The book then moves through the drafting of the constitution and the fraught 2005 elections, revealing how political manoeuvring, corruption, and the rise of sectarian militias undermined efforts to establish a cohesive national identity.
In later chapters, Allawi explores the rise of Nuri al‑Maliki’s government, the struggle over federalism, and the increasing centralisation of power. He laments the failure of reconstruction plans and the receding Western influence, culminating in a fragmented Iraq still riven by political crises and instability by the time of the epilogue.
By the epilogue, Allawi reflects on how military success did not translate into lasting peace. The chaotic occupation, mismanagement, and the failure to reconcile Iraq’s diverse social and political groups meant that the country emerged weaker and more divided, rather than more stable or democratic.
The central conclusion of The Occupation of Iraq: Winning the War, Losing the Peace is that military victory without cultural understanding, institutional planning, and political humility leads to long-term failure. Ali A. Allawi argues that although the United States swiftly toppled Saddam Hussein’s regime, it failed to comprehend the fragile social fabric of Iraq and underestimated the deep divisions—ethnic, sectarian, and tribal—that defined the country. The occupation, instead of rebuilding Iraq, dismantled its core institutions, alienated its people, and created a power vacuum filled by violence, corruption, and sectarianism.

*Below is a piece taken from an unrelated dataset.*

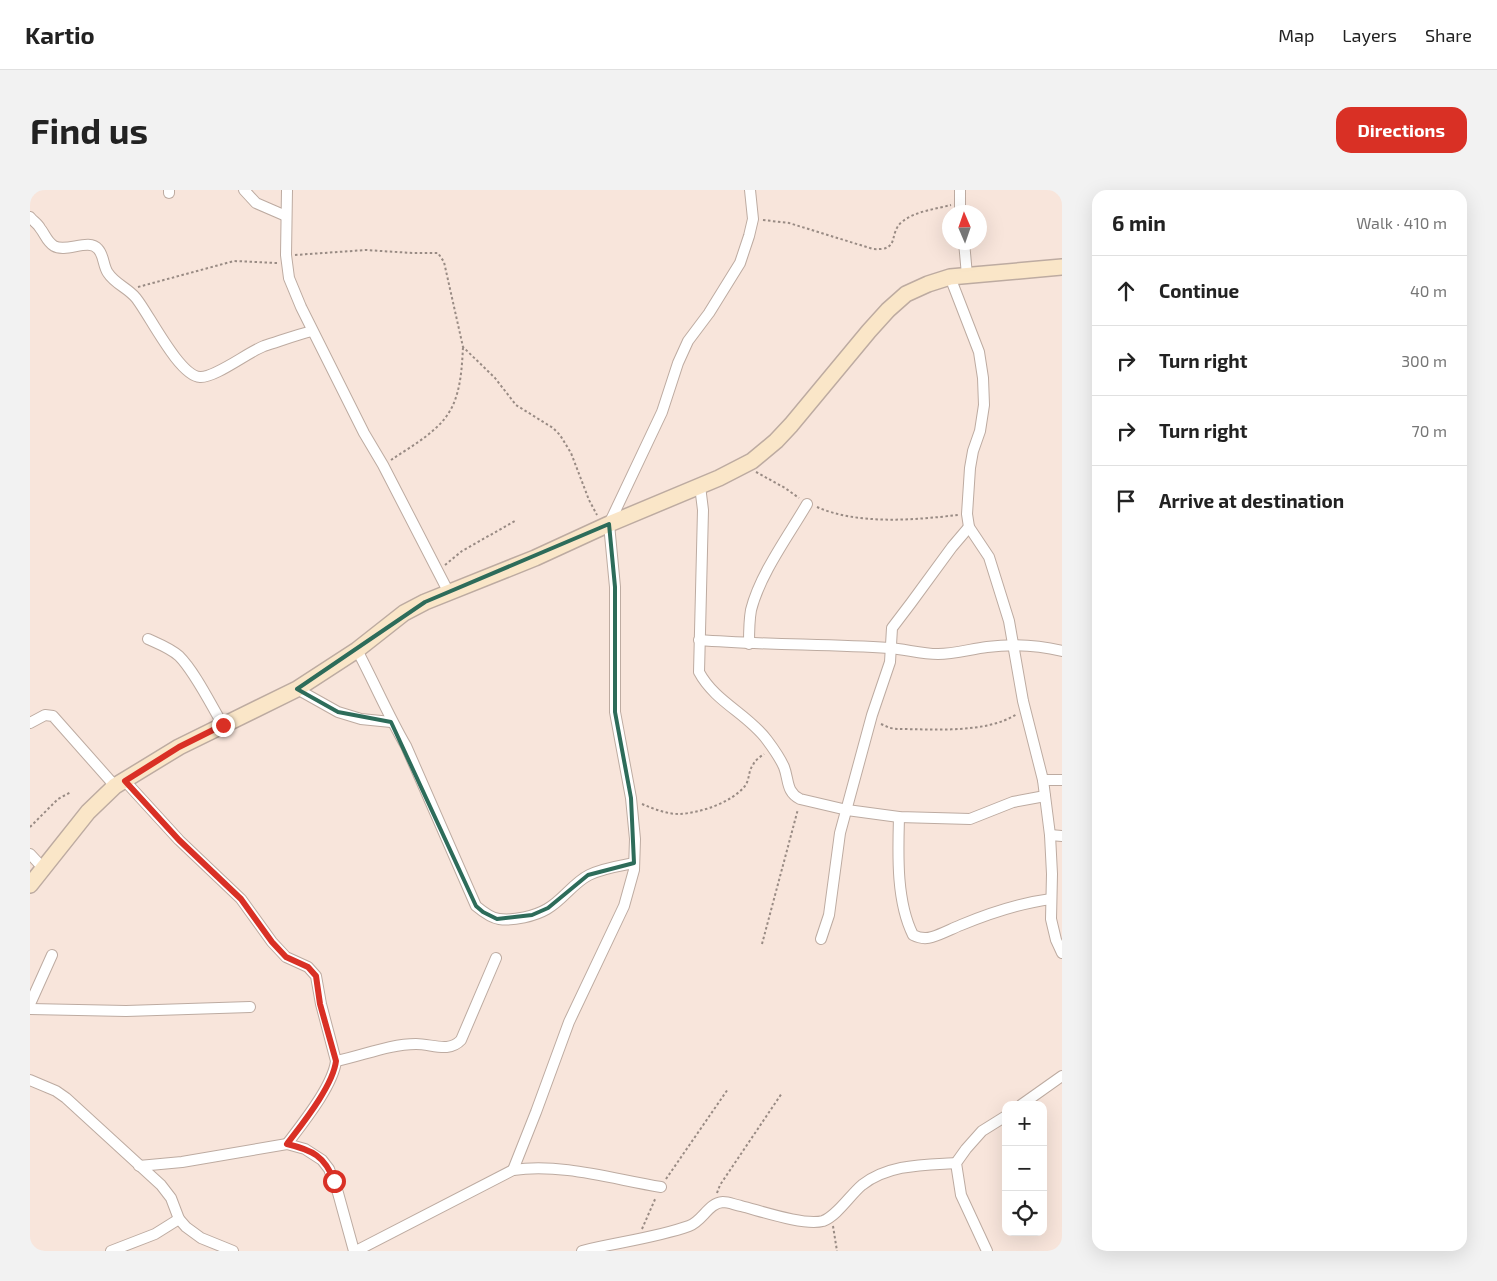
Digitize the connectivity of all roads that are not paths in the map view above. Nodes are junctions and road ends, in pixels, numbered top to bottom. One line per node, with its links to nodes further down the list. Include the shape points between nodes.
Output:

Rather than bringing stability and democracy, the foreign intervention triggered the breakdown of the state, the rise of sectarian militias, and the loss of national identity. Allawi suggests that Iraq was not simply “liberated”—it was also looted, not just of treasures and oil, but of its governance, dignity, and future. The book delivers a sobering warning: you cannot export democracy through tanks and decrees without first understanding the soul of a nation.